Je m'y suis pris comme un manche. J'aurais dû choisir la journée de leur virée à Kerjean, semer des clous sur la route peu avant le château, passer à vélo moi aussi comme par hasard, leur filer les rustines qu'ils n'avaient pas, regonfler leurs pneus moi-même, faire la visite avec eux, les observer, les écouter — gêné pourtant par l'encombrant moutard censé être moi. Non, meilleure idée : je passe devant notre petite maison, Ty Lilou, tandis qu'ils rentrent de promenade, dans l'espoir qu'ils me laisseront entrer, j'engage la conversation sous un prétexte — lequel, bon dieu ? Blocage de mon cerveau.

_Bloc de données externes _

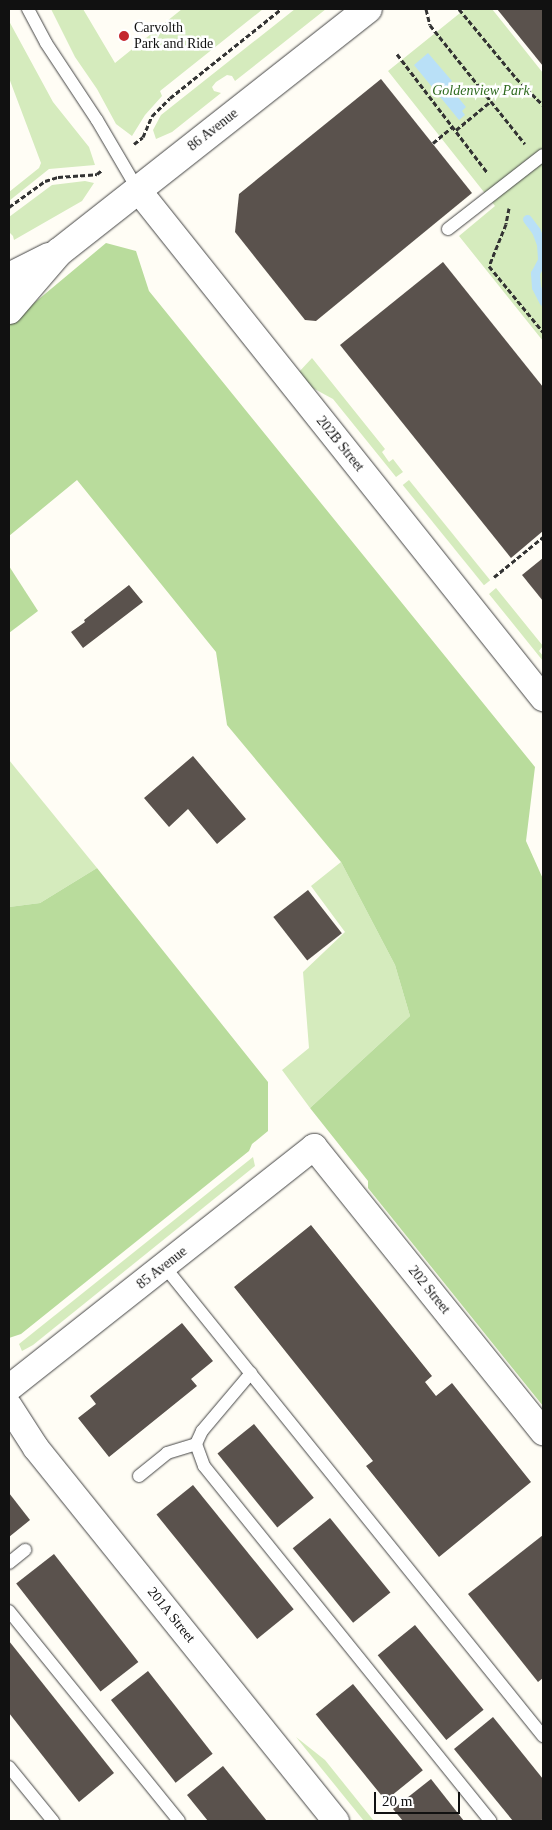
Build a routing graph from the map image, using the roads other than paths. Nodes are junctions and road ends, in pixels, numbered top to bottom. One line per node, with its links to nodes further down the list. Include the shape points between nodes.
1 (28, 9): 4 (lane)
2 (368, 9): 4 (street, 86 Avenue)
3 (541, 157): 5 (lane)
4 (138, 190): 6 (street, 86 Avenue); 9 (street, 202B Street)
5 (448, 229)
6 (59, 252): 7 (street, 86 Avenue); 8 (street, 86 Avenue)
7 (9, 277)
8 (9, 310)
9 (543, 698)
10 (314, 1147): 11 (street, 85 Avenue); 15 (street, 202 Street)
11 (164, 1266): 12 (lane); 13 (street, 85 Avenue)
12 (251, 1373): 16 (lane, via 202,1432); 21 (lane)
13 (9, 1388)
14 (9, 1406): 25 (street, 201A Street, via 36,1448)
15 (543, 1432)
16 (196, 1444): 17 (lane, via 168,1453); 26 (lane, via 204,1466 215,1482)
17 (139, 1476)
18 (25, 1550): 19 (lane)
19 (9, 1563)
20 (9, 1611): 24 (lane)
21 (543, 1736)
22 (9, 1767): 23 (lane)
23 (53, 1821)
24 (179, 1821)
25 (336, 1821)
26 (490, 1821)

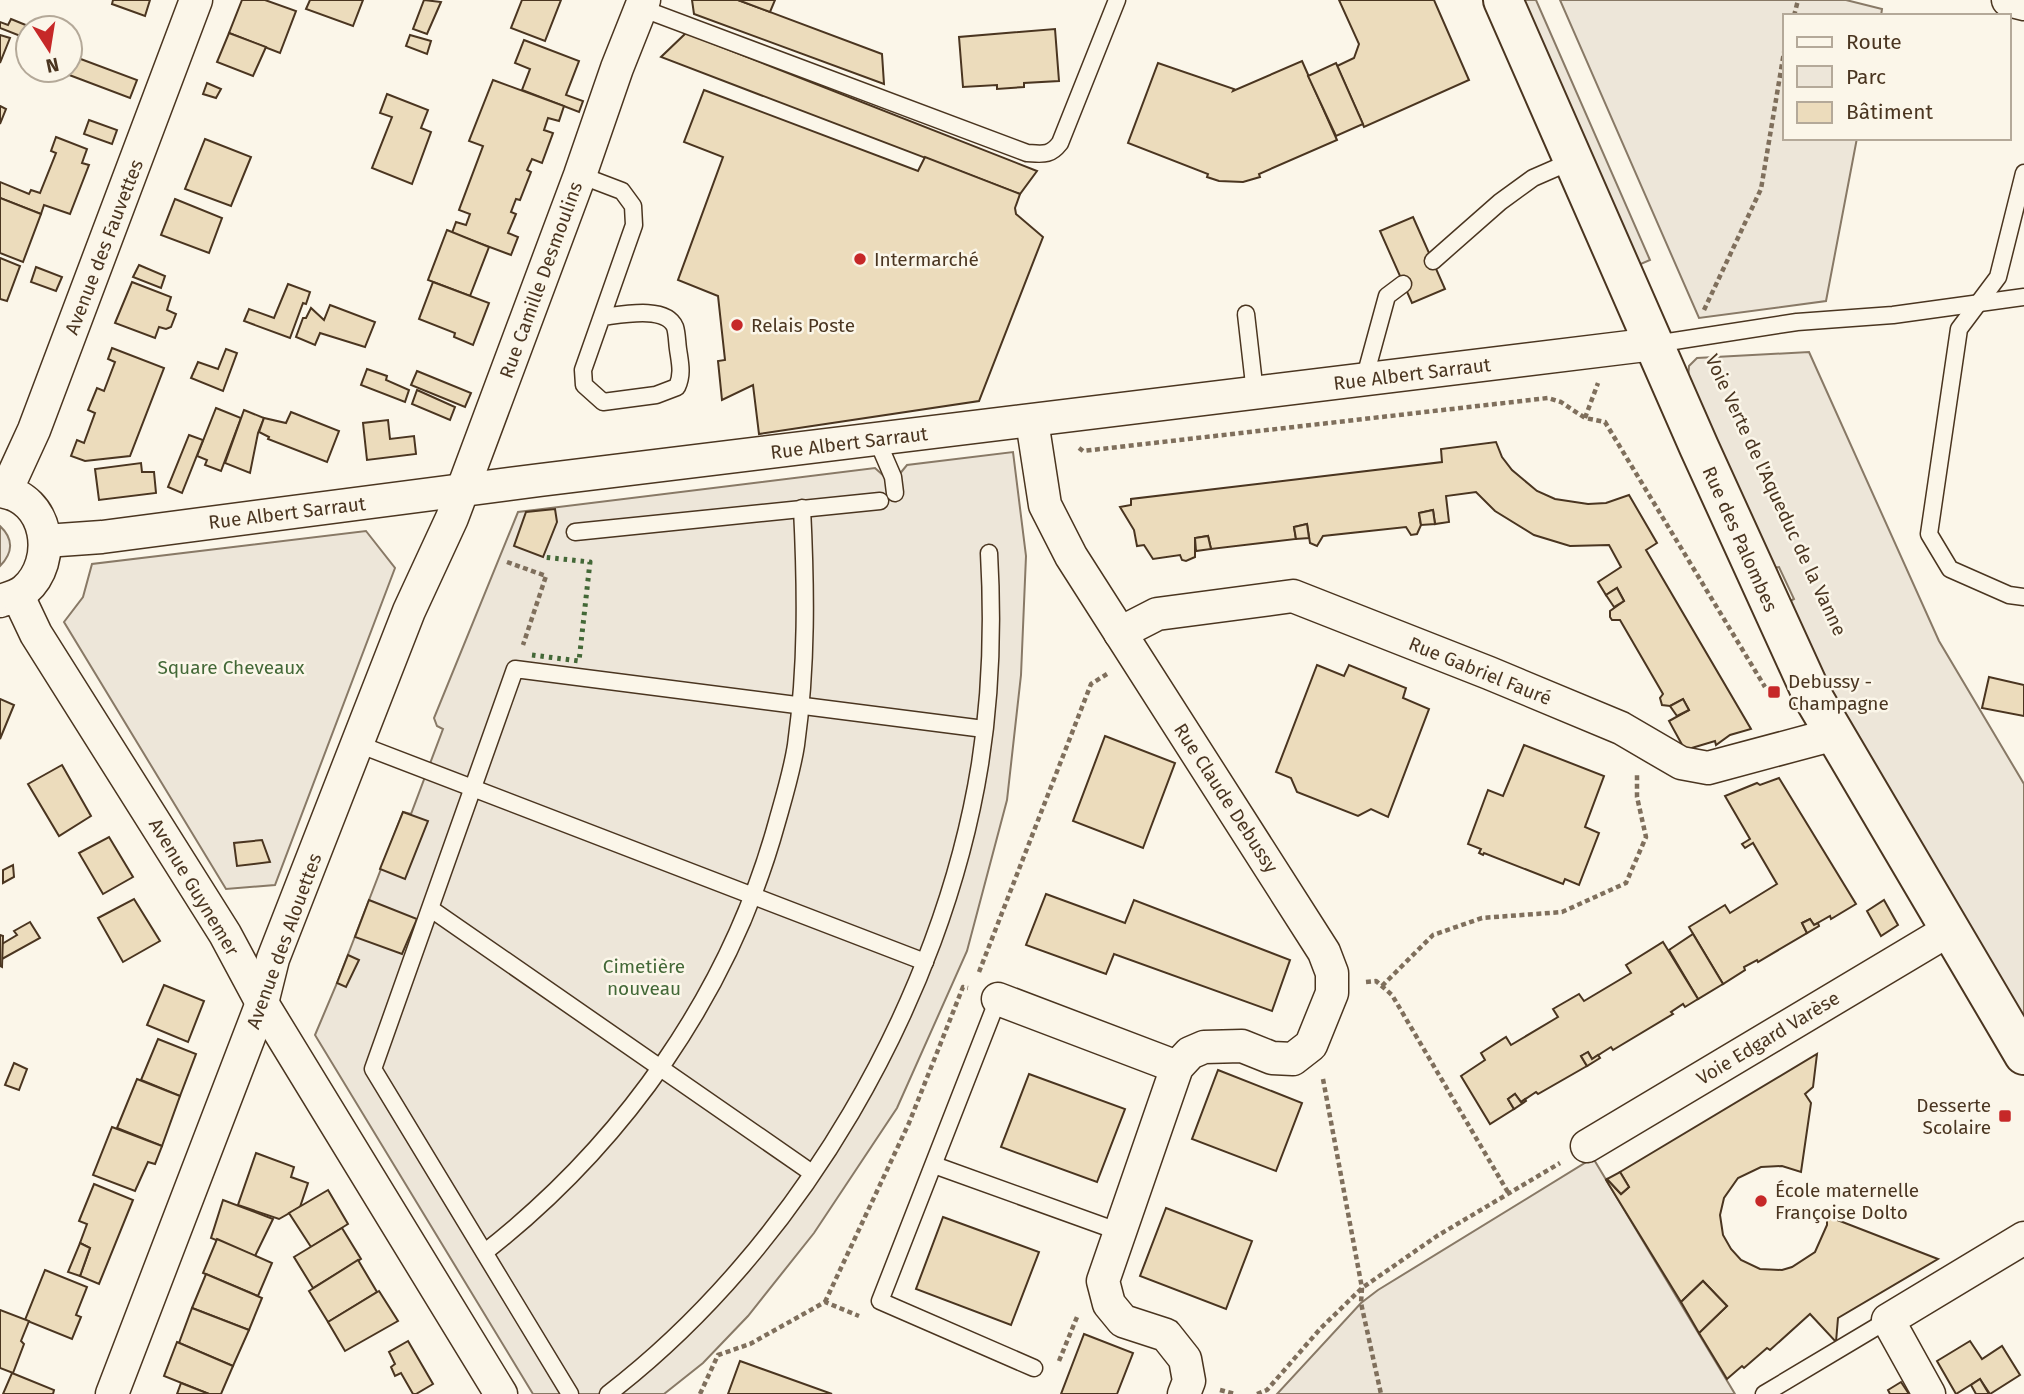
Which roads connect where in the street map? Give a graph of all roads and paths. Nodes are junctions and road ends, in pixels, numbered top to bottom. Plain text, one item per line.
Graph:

Entretemps, devant l'épicerie du bourg, le petit s'est calmé, mes parents s'apprêtent à monter en selle et c'est alors que ma mère m'aperçoit. Elle se penche vers mon père, chuchote quelques mots, mon père me jette un coup d'œil bref et sombre. Je n'ai pas entendu les mots de ma mère, mais je les devine :
Qu'est-ce qu'il a à nous regarder, ce vieux ?
Ils démarrent. Le petit con se retourne et me fait une sale grimace. Non, erreur. Il ne m'a pas vu un seul instant, tous trois s'éloignent avec lenteur sur leurs machines à remonter les années, tournent là-bas au coin après le magasin de Mme Gac, et je n'existe plus.